Phylogenies are only as good as the data used to infer them, so it’s worth it to the spend some time carefully choosing the genomic regions and samples you will use. Good planning from the beginning will save you headaches further downstream.

First, you should ask yourself: what information are you hoping to gain from the tree? Are you hoping to reconstruct the history of organisms, or the history of a region of DNA, or the history of a protein? The answer will guide your choice of sequence and samples.

For closely related species in which you might hope to figure out some sort of information about the divergence between the species (including the timing of the divergence), you would use areas of the genome known to accumulate changes rapidly (non-coding regions that also do not have functionality, or whose functionality is not easily changed by changes in the DNA base sequence). Some examples of rapidly changing genetic regions include the mitochondrial control region, the wobble base on mitochondrial coding regions, and nuclear introns. It is also important to use “dense taxon sampling” among closely related species because any small change can seem disproportionately important in a recent divergence. Having multiple individuals sampled from each phylogenetic unit of interest (could be species, subspecies, or populations) helps to compensate by showing the genetic divergence within a group. This within-group divergence can then be accurately compared to the genetic divergence between two groups.

For more divergent species and comparisons, you use areas of the genome that do not change as rapidly. For example, if you wanted to do a survey of the placental mammals, you could choose a gene region that is under enough selection pressure that it mutates more slowly than the regions you would choose for closely related species.

If you are examining the relationships among deeply divergent species, or when the base-pair signal is completely swamped out over time, you might search for amino acid sequence similarities instead of DNA sequence similarities. Because of wobble, amino acid sequence can remain the same even when bases change. Sometimes amino acids of similar size/charge/shape can be substituted for others, which would result in a complete change in base pair sequence (and loss of ability to find similar sequences), but allows for finding similarities through amino acid sequence. Even when using protein sequence, it is often helpful to extract the coding sequence (once similar protein sequences have been found), because that adds extra information to fine tune the phylogenetic analysis. This technique can also be used when the primary goal is to trace the history of a particular gene (when the changes in the gene itself are of interest.)

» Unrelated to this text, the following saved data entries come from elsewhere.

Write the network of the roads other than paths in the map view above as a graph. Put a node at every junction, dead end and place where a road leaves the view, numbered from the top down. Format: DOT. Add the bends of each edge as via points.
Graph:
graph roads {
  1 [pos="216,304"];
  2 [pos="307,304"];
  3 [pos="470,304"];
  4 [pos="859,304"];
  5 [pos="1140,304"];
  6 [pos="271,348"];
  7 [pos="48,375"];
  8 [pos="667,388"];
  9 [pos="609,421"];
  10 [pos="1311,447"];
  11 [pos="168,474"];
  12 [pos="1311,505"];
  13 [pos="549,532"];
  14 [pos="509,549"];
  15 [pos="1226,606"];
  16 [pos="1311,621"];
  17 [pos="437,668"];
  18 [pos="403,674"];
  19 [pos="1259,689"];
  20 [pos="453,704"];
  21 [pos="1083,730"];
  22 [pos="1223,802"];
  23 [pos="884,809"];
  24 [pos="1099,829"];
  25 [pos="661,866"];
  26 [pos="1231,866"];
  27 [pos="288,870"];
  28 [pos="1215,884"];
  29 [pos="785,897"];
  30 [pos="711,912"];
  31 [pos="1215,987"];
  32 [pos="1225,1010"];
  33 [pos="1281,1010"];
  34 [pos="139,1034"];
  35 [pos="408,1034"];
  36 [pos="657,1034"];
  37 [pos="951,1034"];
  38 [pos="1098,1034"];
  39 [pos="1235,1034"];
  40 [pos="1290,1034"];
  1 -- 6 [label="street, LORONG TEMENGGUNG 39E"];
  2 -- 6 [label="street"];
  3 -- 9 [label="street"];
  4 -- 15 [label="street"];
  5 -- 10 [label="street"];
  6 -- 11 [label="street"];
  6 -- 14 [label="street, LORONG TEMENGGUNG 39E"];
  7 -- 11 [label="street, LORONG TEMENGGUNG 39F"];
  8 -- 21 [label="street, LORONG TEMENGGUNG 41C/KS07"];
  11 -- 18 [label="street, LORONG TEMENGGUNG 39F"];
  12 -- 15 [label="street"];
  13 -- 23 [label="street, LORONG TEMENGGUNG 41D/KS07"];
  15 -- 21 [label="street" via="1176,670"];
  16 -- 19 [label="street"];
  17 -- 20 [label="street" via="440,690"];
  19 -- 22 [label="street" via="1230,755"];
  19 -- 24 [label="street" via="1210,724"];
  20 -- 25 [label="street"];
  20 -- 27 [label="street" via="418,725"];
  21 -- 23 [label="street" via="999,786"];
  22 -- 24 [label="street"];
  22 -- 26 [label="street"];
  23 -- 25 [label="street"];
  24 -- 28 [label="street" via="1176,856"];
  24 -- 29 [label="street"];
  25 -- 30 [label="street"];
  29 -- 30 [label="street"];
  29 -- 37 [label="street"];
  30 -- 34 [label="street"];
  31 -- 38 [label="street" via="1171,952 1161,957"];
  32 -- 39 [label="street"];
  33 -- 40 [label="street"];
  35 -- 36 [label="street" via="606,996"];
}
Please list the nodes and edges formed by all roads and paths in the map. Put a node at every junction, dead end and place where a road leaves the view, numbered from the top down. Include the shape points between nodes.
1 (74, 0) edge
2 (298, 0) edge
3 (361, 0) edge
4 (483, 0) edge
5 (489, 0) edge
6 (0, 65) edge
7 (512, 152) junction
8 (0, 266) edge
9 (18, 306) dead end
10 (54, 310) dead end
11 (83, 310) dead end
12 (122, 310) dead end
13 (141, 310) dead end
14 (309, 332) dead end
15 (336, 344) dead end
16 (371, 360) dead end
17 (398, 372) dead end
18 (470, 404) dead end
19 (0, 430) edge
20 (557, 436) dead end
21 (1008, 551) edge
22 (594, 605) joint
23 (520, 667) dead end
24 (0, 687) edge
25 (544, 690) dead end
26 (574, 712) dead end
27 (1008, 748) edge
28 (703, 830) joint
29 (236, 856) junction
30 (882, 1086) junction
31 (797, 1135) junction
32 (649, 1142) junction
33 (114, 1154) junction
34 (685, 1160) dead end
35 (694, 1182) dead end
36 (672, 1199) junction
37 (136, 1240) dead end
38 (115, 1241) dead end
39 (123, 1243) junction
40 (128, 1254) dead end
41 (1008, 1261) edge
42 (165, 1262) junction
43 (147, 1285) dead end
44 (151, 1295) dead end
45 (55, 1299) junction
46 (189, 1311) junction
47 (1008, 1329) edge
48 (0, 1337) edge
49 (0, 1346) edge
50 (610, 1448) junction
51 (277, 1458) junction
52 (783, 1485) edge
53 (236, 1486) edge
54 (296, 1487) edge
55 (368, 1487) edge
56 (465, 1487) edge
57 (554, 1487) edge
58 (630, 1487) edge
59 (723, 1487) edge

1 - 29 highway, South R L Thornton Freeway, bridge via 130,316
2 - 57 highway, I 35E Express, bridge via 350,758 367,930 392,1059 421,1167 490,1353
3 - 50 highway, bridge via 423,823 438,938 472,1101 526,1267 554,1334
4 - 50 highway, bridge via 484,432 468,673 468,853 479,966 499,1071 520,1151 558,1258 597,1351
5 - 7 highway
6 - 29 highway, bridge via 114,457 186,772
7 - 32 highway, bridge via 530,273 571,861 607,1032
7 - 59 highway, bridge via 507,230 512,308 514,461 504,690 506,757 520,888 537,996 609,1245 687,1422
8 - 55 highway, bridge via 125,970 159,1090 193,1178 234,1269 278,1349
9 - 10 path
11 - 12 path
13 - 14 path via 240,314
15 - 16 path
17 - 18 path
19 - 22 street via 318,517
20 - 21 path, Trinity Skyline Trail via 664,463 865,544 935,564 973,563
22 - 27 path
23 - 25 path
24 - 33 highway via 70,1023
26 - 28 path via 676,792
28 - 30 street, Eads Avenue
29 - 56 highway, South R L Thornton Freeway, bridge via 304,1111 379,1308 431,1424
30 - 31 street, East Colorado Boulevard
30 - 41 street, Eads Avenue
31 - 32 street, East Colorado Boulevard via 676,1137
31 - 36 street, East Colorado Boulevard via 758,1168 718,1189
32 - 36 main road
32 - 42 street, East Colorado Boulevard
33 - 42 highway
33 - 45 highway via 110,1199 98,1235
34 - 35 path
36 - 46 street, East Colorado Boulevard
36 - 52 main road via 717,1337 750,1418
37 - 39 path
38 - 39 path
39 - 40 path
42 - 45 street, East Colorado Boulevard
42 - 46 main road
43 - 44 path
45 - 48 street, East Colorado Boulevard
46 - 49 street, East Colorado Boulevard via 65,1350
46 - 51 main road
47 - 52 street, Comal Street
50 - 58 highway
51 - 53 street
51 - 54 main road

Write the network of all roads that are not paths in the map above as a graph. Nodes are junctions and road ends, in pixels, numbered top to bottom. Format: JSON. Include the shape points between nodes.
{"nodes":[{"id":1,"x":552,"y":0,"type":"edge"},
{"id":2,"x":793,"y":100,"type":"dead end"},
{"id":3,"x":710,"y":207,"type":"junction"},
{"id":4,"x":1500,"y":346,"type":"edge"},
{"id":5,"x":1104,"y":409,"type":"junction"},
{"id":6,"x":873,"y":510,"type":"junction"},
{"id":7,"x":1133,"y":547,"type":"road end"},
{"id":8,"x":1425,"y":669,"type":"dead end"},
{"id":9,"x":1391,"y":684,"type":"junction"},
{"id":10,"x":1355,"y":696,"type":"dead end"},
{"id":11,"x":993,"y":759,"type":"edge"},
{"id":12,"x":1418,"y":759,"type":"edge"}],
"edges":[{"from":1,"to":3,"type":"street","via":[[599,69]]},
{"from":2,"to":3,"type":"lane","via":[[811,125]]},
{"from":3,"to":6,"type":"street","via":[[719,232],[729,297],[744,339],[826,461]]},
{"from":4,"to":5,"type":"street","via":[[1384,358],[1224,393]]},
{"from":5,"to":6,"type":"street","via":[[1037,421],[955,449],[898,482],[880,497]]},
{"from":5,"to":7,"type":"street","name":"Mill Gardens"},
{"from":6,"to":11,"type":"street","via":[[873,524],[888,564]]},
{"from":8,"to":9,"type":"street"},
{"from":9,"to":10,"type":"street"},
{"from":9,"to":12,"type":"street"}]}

To attempt a reconstruction of the evolutionary history of organisms, you really should use multiple lines of evidence and not rely solely on genomic data. For example to reconstruct primate evolution, one looks at the fossil record, molecular divergence, and also phylogeographic evidence (how these things map onto our understanding of the geography of the earth at various crucial time points along primate evolution). Examples of phylogeographic evidence include understanding when terrestrial (land-based) organisms might have been cut off from each other due to the formation of a river or lake, the eradication of a land bridge by melting glaciers and a rise in the earth’s temperature (which raises the sea level).

Alas, for this book, we are limited to only using genomic data.